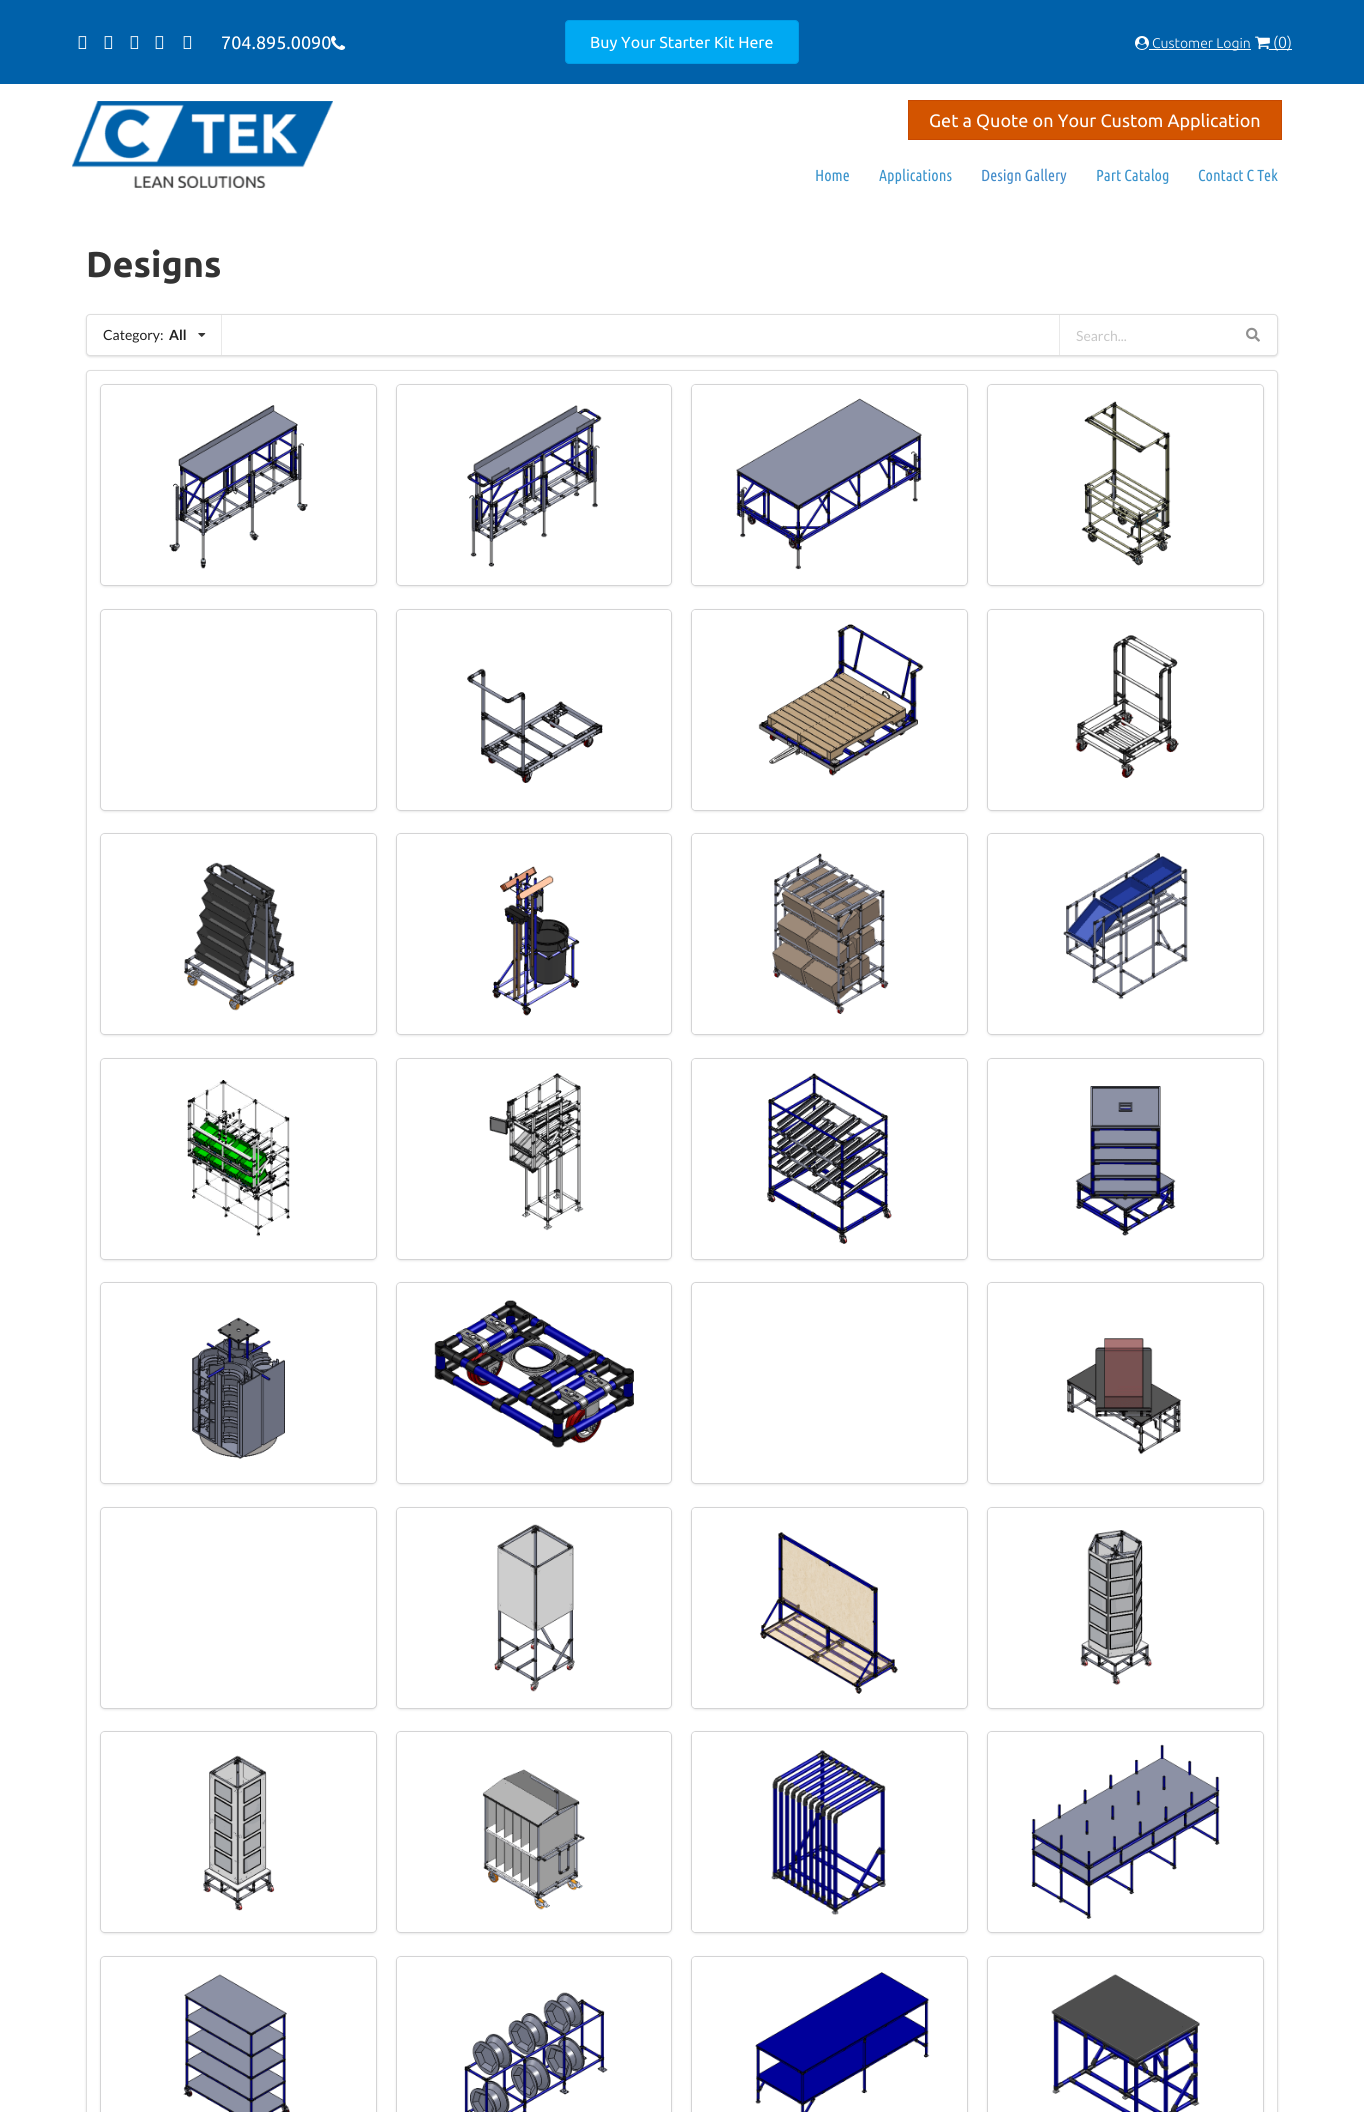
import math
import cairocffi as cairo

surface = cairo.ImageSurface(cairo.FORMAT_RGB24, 1364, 2112)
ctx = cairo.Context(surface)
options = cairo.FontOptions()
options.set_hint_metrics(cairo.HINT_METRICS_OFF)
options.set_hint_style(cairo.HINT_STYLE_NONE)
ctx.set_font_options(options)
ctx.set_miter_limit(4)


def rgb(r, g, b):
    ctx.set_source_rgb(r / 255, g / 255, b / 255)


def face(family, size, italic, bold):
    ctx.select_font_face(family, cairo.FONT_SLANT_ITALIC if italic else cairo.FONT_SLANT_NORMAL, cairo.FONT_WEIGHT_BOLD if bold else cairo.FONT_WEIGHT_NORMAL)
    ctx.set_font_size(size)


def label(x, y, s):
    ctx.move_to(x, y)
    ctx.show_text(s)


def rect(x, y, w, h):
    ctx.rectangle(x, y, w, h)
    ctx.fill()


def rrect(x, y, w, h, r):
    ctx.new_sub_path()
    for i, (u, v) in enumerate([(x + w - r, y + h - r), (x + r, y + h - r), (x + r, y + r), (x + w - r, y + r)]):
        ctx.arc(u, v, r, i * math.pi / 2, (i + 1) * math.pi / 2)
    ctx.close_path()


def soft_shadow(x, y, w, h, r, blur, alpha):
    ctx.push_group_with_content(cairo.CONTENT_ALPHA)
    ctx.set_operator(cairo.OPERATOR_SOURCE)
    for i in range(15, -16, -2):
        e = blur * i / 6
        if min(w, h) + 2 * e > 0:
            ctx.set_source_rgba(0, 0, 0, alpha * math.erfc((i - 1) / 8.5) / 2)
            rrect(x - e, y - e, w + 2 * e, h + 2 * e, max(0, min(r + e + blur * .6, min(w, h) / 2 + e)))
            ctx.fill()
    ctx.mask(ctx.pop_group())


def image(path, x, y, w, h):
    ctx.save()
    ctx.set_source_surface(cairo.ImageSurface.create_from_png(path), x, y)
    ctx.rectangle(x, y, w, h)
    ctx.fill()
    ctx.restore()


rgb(255, 255, 255)
ctx.paint()
rgb(0, 97, 170)
rect(0, 0, 1364, 84)
image('image0.png', 78, 36, 9, 13)
image('image0.png', 104, 36, 9, 13)
image('image0.png', 130, 36, 9, 13)
image('image0.png', 155, 36, 9, 13)
image('image0.png', 183, 36, 9, 13)
face('Ubuntu', 18, 0, 0)
rgb(255, 255, 255)
label(221, 49, '704.895.0090')
image('image1.png', 331, 35, 15, 15)
rgb(0, 169, 242)
rrect(565.5, 20.5, 233, 43, 3.5)
ctx.fill_preserve()
rgb(0, 157, 230)
ctx.set_line_width(1)
ctx.stroke()
face('Ubuntu', 16, 0, 0)
rgb(255, 255, 255)
label(590, 48, 'Buy Your Starter Kit Here')
image('image2.png', 1135, 36, 14, 14)
rect(1149, 49, 102, 1)
face('Ubuntu Light', 14, 0, 0)
label(1152, 48, 'Customer Login')
image('image3.png', 1255, 36, 15, 14)
rect(1269, 49, 23, 1)
face('Ubuntu Light', 16, 0, 0)
label(1273, 48, '(0)')
image('image4.png', 72, 101, 261, 87)
rgb(211, 84, 0)
ctx.rectangle(908.5, 100.5, 373, 39)
ctx.fill_preserve()
rgb(199, 72, 0)
ctx.stroke()
face('Ubuntu', 18, 0, 0)
rgb(255, 255, 255)
label(929, 127, 'Get a Quote on Your Custom Application')
face('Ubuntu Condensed', 16, 0, 0)
rgb(59, 148, 204)
label(815, 181, 'Home')
label(879, 181, 'Applications')
rgb(66, 139, 202)
label(981, 181, 'Design Gallery')
rgb(59, 148, 204)
label(1096, 181, 'Part Catalog')
label(1198, 181, 'Contact C Tek')
face('Ubuntu', 36, 0, 1)
rgb(51, 51, 51)
label(86, 277, 'Designs')
rgb(34, 36, 38)
soft_shadow(86, 315, 1192, 42, 4, 1, 0.15)
rgb(255, 255, 255)
rrect(86, 314, 1192, 42, 4)
ctx.fill()
rrect(86.5, 314.5, 1191, 41, 3.5)
ctx.set_source_rgba(0.133, 0.141, 0.149, 0.15)
ctx.stroke()
face('Lato', 14, 0, 0)
rgb(33, 33, 33)
label(103, 340, 'Category:')
face('Lato', 14, 0, 1)
label(169, 340, 'All')
image('image5.png', 198, 333, 8, 4)
rgb(233, 233, 233)
rect(221, 315, 1, 40)
rect(1059, 315, 1, 40)
face('Lato', 14, 0, 0)
rgb(199, 199, 199)
label(1076, 341, 'Search...')
image('image6.png', 1246, 327, 14, 15)
rgb(34, 36, 38)
soft_shadow(86, 371, 1192, 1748, 4, 1, 0.15)
rgb(255, 255, 255)
rrect(86.5, 370.5, 1191, 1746, 3.5)
ctx.fill_preserve()
rgb(222, 222, 222)
ctx.stroke()
rrect(100.5, 384.5, 276, 201, 4.5)
rgb(212, 212, 213)
ctx.stroke()
rgb(212, 212, 213)
soft_shadow(101, 386, 275, 200, 4, 1.5, 1)
image('image7.png', 101, 385, 275, 200)
rrect(396.5, 384.5, 275, 201, 4.5)
rgb(212, 212, 213)
ctx.stroke()
rgb(212, 212, 213)
soft_shadow(397, 386, 274, 200, 4, 1.5, 1)
image('image8.png', 397, 385, 274, 200)
rrect(691.5, 384.5, 276, 201, 4.5)
rgb(212, 212, 213)
ctx.stroke()
rgb(212, 212, 213)
soft_shadow(692, 386, 275, 200, 4, 1.5, 1)
rgb(255, 255, 255)
rrect(692, 385, 275, 200, 4)
ctx.fill()
image('image9.png', 692, 385, 274, 200)
rrect(987.5, 384.5, 276, 201, 4.5)
rgb(212, 212, 213)
ctx.stroke()
rgb(212, 212, 213)
soft_shadow(988, 386, 275, 200, 4, 1.5, 1)
image('image10.png', 988, 385, 275, 200)
rrect(100.5, 609.5, 276, 201, 4.5)
rgb(212, 212, 213)
ctx.stroke()
rgb(212, 212, 213)
soft_shadow(101, 611, 275, 200, 4, 1.5, 1)
rgb(255, 255, 255)
rrect(101, 610, 275, 200, 4)
ctx.fill()
rrect(396.5, 609.5, 275, 201, 4.5)
rgb(212, 212, 213)
ctx.stroke()
rgb(212, 212, 213)
soft_shadow(397, 611, 274, 200, 4, 1.5, 1)
image('image11.png', 397, 610, 274, 200)
rrect(691.5, 609.5, 276, 201, 4.5)
rgb(212, 212, 213)
ctx.stroke()
rgb(212, 212, 213)
soft_shadow(692, 611, 275, 200, 4, 1.5, 1)
rgb(255, 255, 255)
rrect(692, 610, 275, 200, 4)
ctx.fill()
image('image12.png', 692, 610, 274, 200)
rrect(987.5, 609.5, 276, 201, 4.5)
rgb(212, 212, 213)
ctx.stroke()
rgb(212, 212, 213)
soft_shadow(988, 611, 275, 200, 4, 1.5, 1)
image('image13.png', 988, 610, 275, 200)
rrect(100.5, 833.5, 276, 201, 4.5)
rgb(212, 212, 213)
ctx.stroke()
rgb(212, 212, 213)
soft_shadow(101, 835, 275, 200, 4, 1.5, 1)
image('image14.png', 101, 834, 275, 200)
rrect(396.5, 833.5, 275, 201, 4.5)
rgb(212, 212, 213)
ctx.stroke()
rgb(212, 212, 213)
soft_shadow(397, 835, 274, 200, 4, 1.5, 1)
image('image15.png', 397, 834, 274, 200)
rrect(691.5, 833.5, 276, 201, 4.5)
rgb(212, 212, 213)
ctx.stroke()
rgb(212, 212, 213)
soft_shadow(692, 835, 275, 200, 4, 1.5, 1)
rgb(255, 255, 255)
rrect(692, 834, 275, 200, 4)
ctx.fill()
image('image16.png', 692, 834, 274, 200)
rrect(987.5, 833.5, 276, 201, 4.5)
rgb(212, 212, 213)
ctx.stroke()
rgb(212, 212, 213)
soft_shadow(988, 835, 275, 200, 4, 1.5, 1)
image('image17.png', 988, 834, 275, 200)
rrect(100.5, 1058.5, 276, 201, 4.5)
rgb(212, 212, 213)
ctx.stroke()
rgb(212, 212, 213)
soft_shadow(101, 1060, 275, 200, 4, 1.5, 1)
image('image18.png', 101, 1059, 275, 200)
rrect(396.5, 1058.5, 275, 201, 4.5)
rgb(212, 212, 213)
ctx.stroke()
rgb(212, 212, 213)
soft_shadow(397, 1060, 274, 200, 4, 1.5, 1)
image('image19.png', 397, 1059, 274, 200)
rrect(691.5, 1058.5, 276, 201, 4.5)
rgb(212, 212, 213)
ctx.stroke()
rgb(212, 212, 213)
soft_shadow(692, 1060, 275, 200, 4, 1.5, 1)
rgb(255, 255, 255)
rrect(692, 1059, 275, 200, 4)
ctx.fill()
image('image20.png', 692, 1059, 274, 200)
rrect(987.5, 1058.5, 276, 201, 4.5)
rgb(212, 212, 213)
ctx.stroke()
rgb(212, 212, 213)
soft_shadow(988, 1060, 275, 200, 4, 1.5, 1)
image('image21.png', 988, 1059, 275, 200)
rrect(100.5, 1282.5, 276, 201, 4.5)
rgb(212, 212, 213)
ctx.stroke()
rgb(212, 212, 213)
soft_shadow(101, 1284, 275, 200, 4, 1.5, 1)
image('image22.png', 101, 1283, 275, 200)
rrect(396.5, 1282.5, 275, 201, 4.5)
rgb(212, 212, 213)
ctx.stroke()
rgb(212, 212, 213)
soft_shadow(397, 1284, 274, 200, 4, 1.5, 1)
image('image23.png', 397, 1283, 274, 200)
rrect(691.5, 1282.5, 276, 201, 4.5)
rgb(212, 212, 213)
ctx.stroke()
rgb(212, 212, 213)
soft_shadow(692, 1284, 275, 200, 4, 1.5, 1)
rgb(255, 255, 255)
rrect(692, 1283, 275, 200, 4)
ctx.fill()
rrect(987.5, 1282.5, 276, 201, 4.5)
rgb(212, 212, 213)
ctx.stroke()
rgb(212, 212, 213)
soft_shadow(988, 1284, 275, 200, 4, 1.5, 1)
image('image24.png', 988, 1283, 275, 200)
rrect(100.5, 1507.5, 276, 201, 4.5)
rgb(212, 212, 213)
ctx.stroke()
rgb(212, 212, 213)
soft_shadow(101, 1509, 275, 200, 4, 1.5, 1)
rgb(255, 255, 255)
rrect(101, 1508, 275, 200, 4)
ctx.fill()
rrect(396.5, 1507.5, 275, 201, 4.5)
rgb(212, 212, 213)
ctx.stroke()
rgb(212, 212, 213)
soft_shadow(397, 1509, 274, 200, 4, 1.5, 1)
image('image25.png', 397, 1508, 274, 200)
rrect(691.5, 1507.5, 276, 201, 4.5)
rgb(212, 212, 213)
ctx.stroke()
rgb(212, 212, 213)
soft_shadow(692, 1509, 275, 200, 4, 1.5, 1)
rgb(255, 255, 255)
rrect(692, 1508, 275, 200, 4)
ctx.fill()
image('image26.png', 692, 1508, 274, 200)
rrect(987.5, 1507.5, 276, 201, 4.5)
rgb(212, 212, 213)
ctx.stroke()
rgb(212, 212, 213)
soft_shadow(988, 1509, 275, 200, 4, 1.5, 1)
image('image27.png', 988, 1508, 275, 200)
rrect(100.5, 1731.5, 276, 201, 4.5)
rgb(212, 212, 213)
ctx.stroke()
rgb(212, 212, 213)
soft_shadow(101, 1733, 275, 200, 4, 1.5, 1)
image('image28.png', 101, 1732, 275, 200)
rrect(396.5, 1731.5, 275, 201, 4.5)
rgb(212, 212, 213)
ctx.stroke()
rgb(212, 212, 213)
soft_shadow(397, 1733, 274, 200, 4, 1.5, 1)
image('image29.png', 397, 1732, 274, 200)
rrect(691.5, 1731.5, 276, 201, 4.5)
rgb(212, 212, 213)
ctx.stroke()
rgb(212, 212, 213)
soft_shadow(692, 1733, 275, 200, 4, 1.5, 1)
rgb(255, 255, 255)
rrect(692, 1732, 275, 200, 4)
ctx.fill()
image('image30.png', 692, 1732, 274, 200)
rrect(987.5, 1731.5, 276, 201, 4.5)
rgb(212, 212, 213)
ctx.stroke()
rgb(212, 212, 213)
soft_shadow(988, 1733, 275, 200, 4, 1.5, 1)
image('image31.png', 988, 1732, 275, 200)
rrect(100.5, 1956.5, 276, 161, 4.5)
rgb(212, 212, 213)
ctx.stroke()
rgb(212, 212, 213)
soft_shadow(101, 1958, 275, 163, 4, 1.5, 1)
image('image32.png', 101, 1957, 275, 155)
rrect(396.5, 1956.5, 275, 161, 4.5)
rgb(212, 212, 213)
ctx.stroke()
rgb(212, 212, 213)
soft_shadow(397, 1958, 274, 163, 4, 1.5, 1)
image('image33.png', 397, 1957, 274, 155)
rrect(691.5, 1956.5, 276, 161, 4.5)
rgb(212, 212, 213)
ctx.stroke()
rgb(212, 212, 213)
soft_shadow(692, 1958, 275, 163, 4, 1.5, 1)
rgb(255, 255, 255)
rrect(692, 1957, 275, 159, 4)
ctx.fill()
image('image34.png', 692, 1957, 274, 155)
rrect(987.5, 1956.5, 276, 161, 4.5)
rgb(212, 212, 213)
ctx.stroke()
rgb(212, 212, 213)
soft_shadow(988, 1958, 275, 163, 4, 1.5, 1)
image('image35.png', 988, 1957, 275, 155)
surface.write_to_png('render.png')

▸ **AIM OF THE TASK**:
In the entries above, please find the line with "ctx.move_to(x, y)" and the line with "ctx.restore()", then write out exactly those two lines and every line between them, and nothing more.

▸ **WRITTEN ANSWER**:
    ctx.move_to(x, y)
    ctx.show_text(s)


def rect(x, y, w, h):
    ctx.rectangle(x, y, w, h)
    ctx.fill()


def rrect(x, y, w, h, r):
    ctx.new_sub_path()
    for i, (u, v) in enumerate([(x + w - r, y + h - r), (x + r, y + h - r), (x + r, y + r), (x + w - r, y + r)]):
        ctx.arc(u, v, r, i * math.pi / 2, (i + 1) * math.pi / 2)
    ctx.close_path()


def soft_shadow(x, y, w, h, r, blur, alpha):
    ctx.push_group_with_content(cairo.CONTENT_ALPHA)
    ctx.set_operator(cairo.OPERATOR_SOURCE)
    for i in range(15, -16, -2):
        e = blur * i / 6
        if min(w, h) + 2 * e > 0:
            ctx.set_source_rgba(0, 0, 0, alpha * math.erfc((i - 1) / 8.5) / 2)
            rrect(x - e, y - e, w + 2 * e, h + 2 * e, max(0, min(r + e + blur * .6, min(w, h) / 2 + e)))
            ctx.fill()
    ctx.mask(ctx.pop_group())


def image(path, x, y, w, h):
    ctx.save()
    ctx.set_source_surface(cairo.ImageSurface.create_from_png(path), x, y)
    ctx.rectangle(x, y, w, h)
    ctx.fill()
    ctx.restore()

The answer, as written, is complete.